Oh, what a tangled World Wide Web we weave.
The story of “West Elm Caleb,” a serial ghoster on the Hinge dating app, is as mystifying as the act itself.
It all began on TikTok, under the hashtag #WestElmCaleb, which currently boasts 30 million views on the video-sharing platform. There, the legend of New York City’s most eligible f – – kboy West Elm Caleb was spun — a 25-year-old mustachioed furniture designer named Caleb with a nasty habit of aggressively wooing his dates before disappearing from their radar.
The woman credited with launching the conversation says that she’s never met the storied West Elm Caleb, but her own disappointing date with another Caleb prompted an onslaught of commiseration from other women in NYC. “West Elm Caleb?” several asked in the comments, all hoping to compare notes on their West Elm Caleb. The furniture company, for its part, has not responded to The Post’s request for comment on their alleged employee.
Read on to find out how Hinge’s hottest specter took over social media.
What is a “West Elm Caleb”?
Caleb has become somewhat of a mascot for the dreadful realities of online dating. If you’ve ever been single in this day and age, you know a West Elm Caleb. He’s the one who never texted back after a seemingly amazing first date, leaving no explanation as to why he wouldn’t follow up after going out of his way to charm.

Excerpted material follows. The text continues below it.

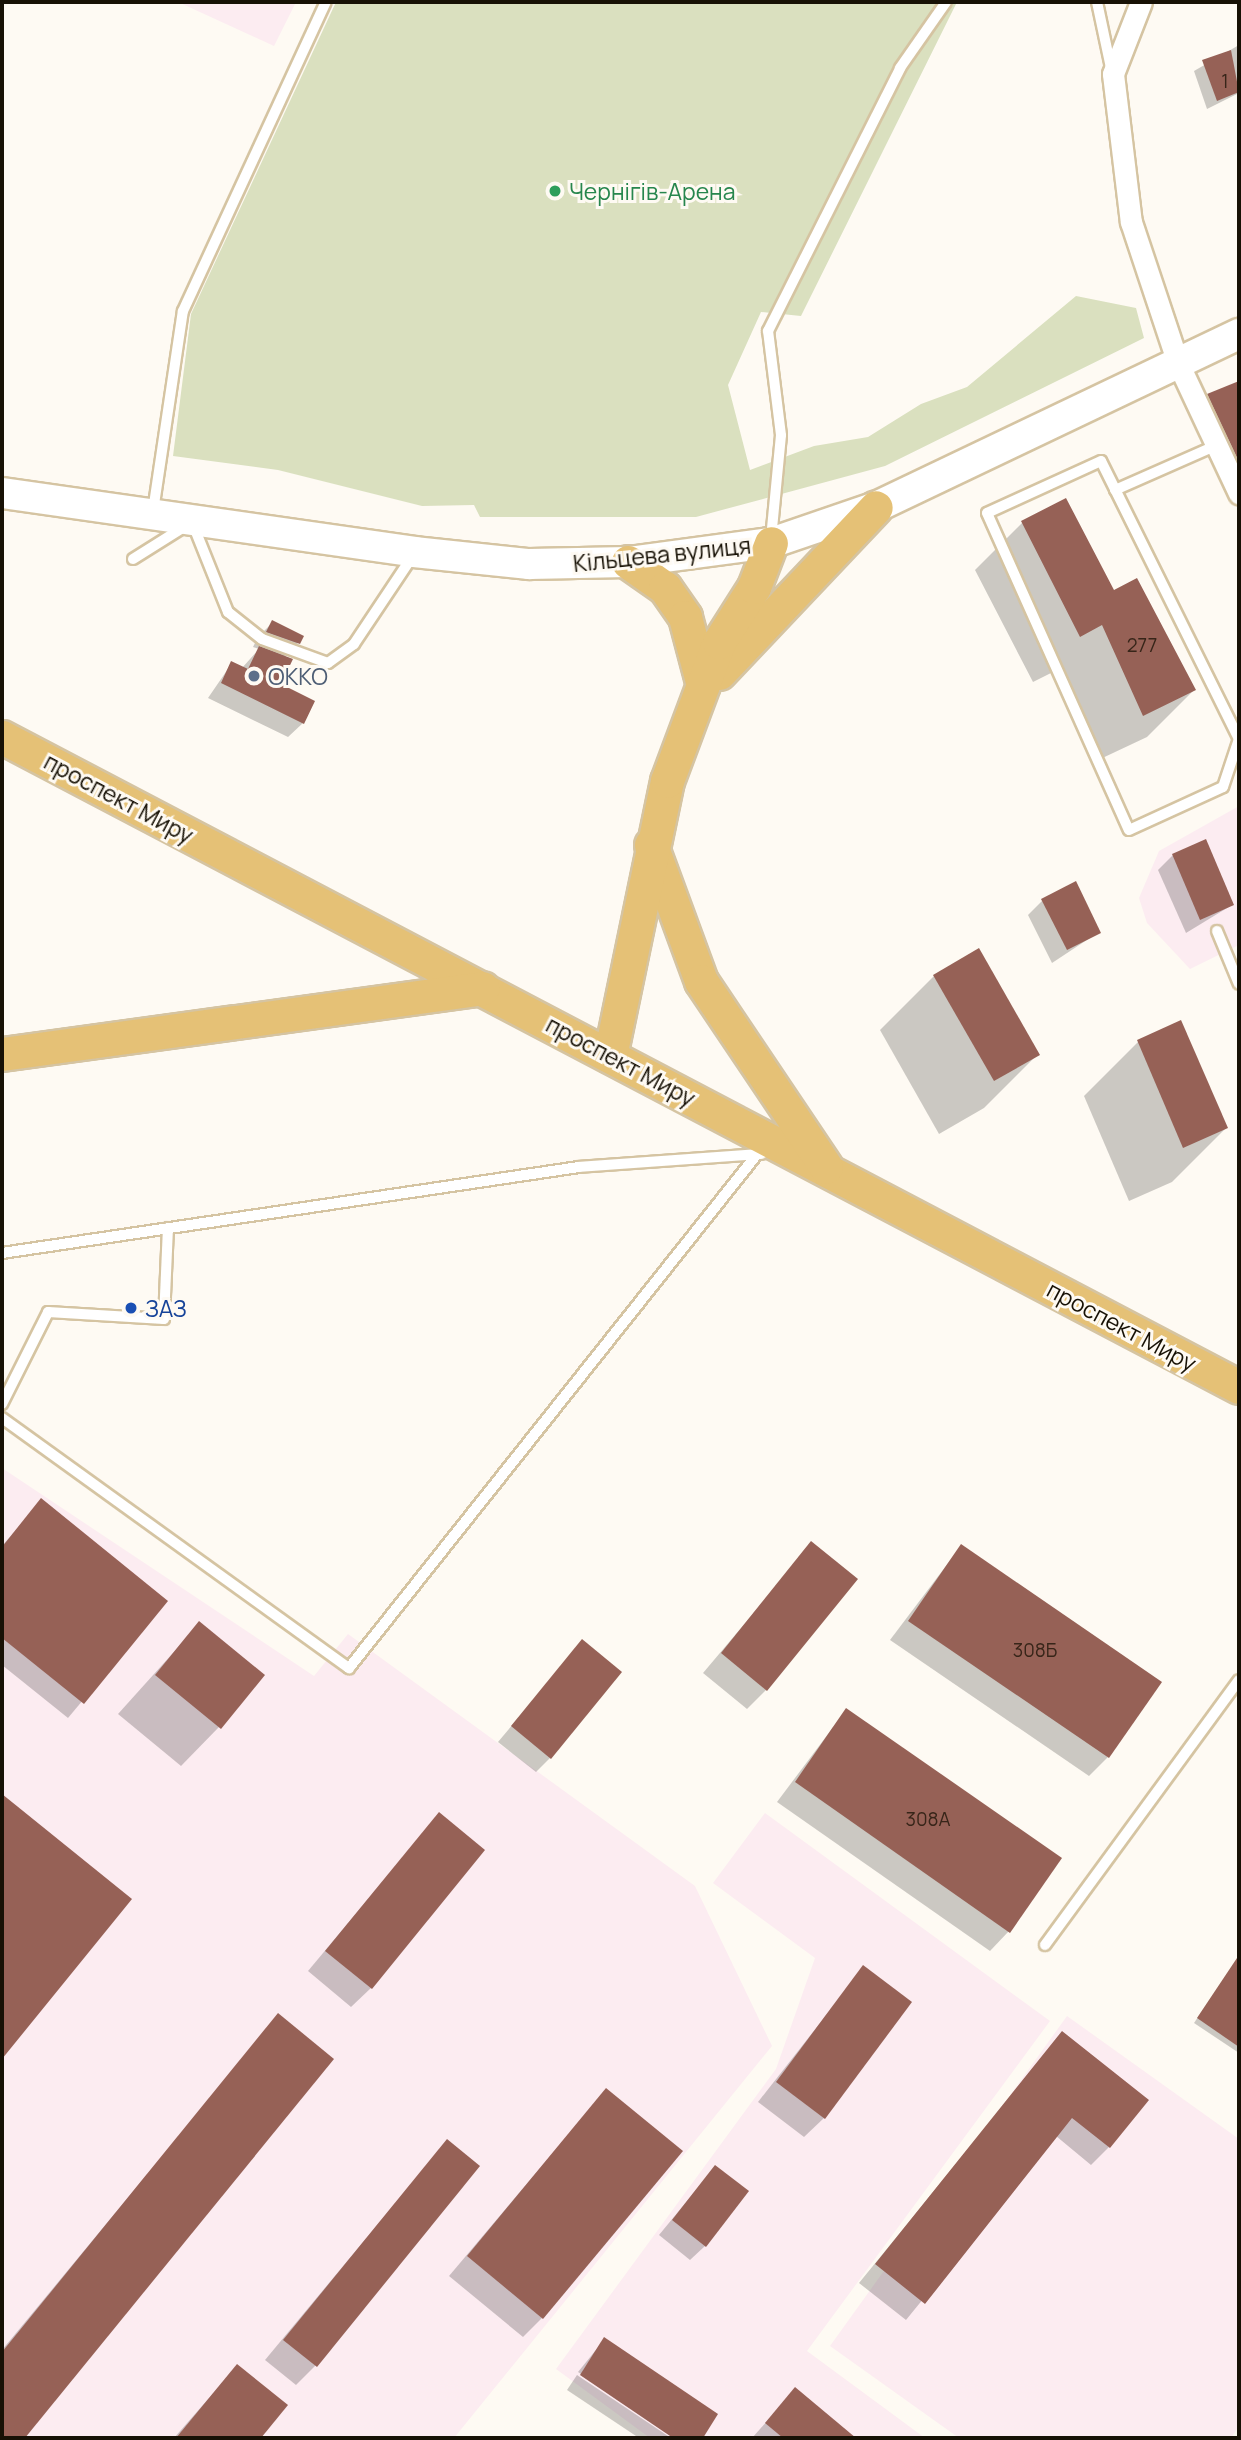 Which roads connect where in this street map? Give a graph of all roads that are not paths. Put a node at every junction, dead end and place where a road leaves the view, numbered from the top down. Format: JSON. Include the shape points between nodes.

At its most extreme, experts call it “love-bombing” — when a date showers you with compliments, gifts and affection in a twisted bid to gain immediate trust, only to later disappear.
For all of its conveniences, online dating has made it easier for pathological daters to occupy themselves. According to Julie Krafchick, co-host of the podcast “Dateable” with Yue Xu, dating apps provide an “anonymity that allows people to do things” they wouldn’t do otherwise. “If your aunt sets you up with someone, you’re not going to ghost that person,” she told NBC News in an interview about West Elm Caleb. “But a rando on Tinder? Why not? There’s no one that’s going to catch you.”
Indeed, the culture of rapid swiping for dates and algorithmic compatibility has facilitated the internet dating pool’s more egregious womanizers.
Is West Elm Caleb real?
He’s no urban myth. The man dubbed unaffectionately “West Elm Caleb” is one Caleb Hunter, 25, according to internet sleuths, as well as some of those alleging to be his victims.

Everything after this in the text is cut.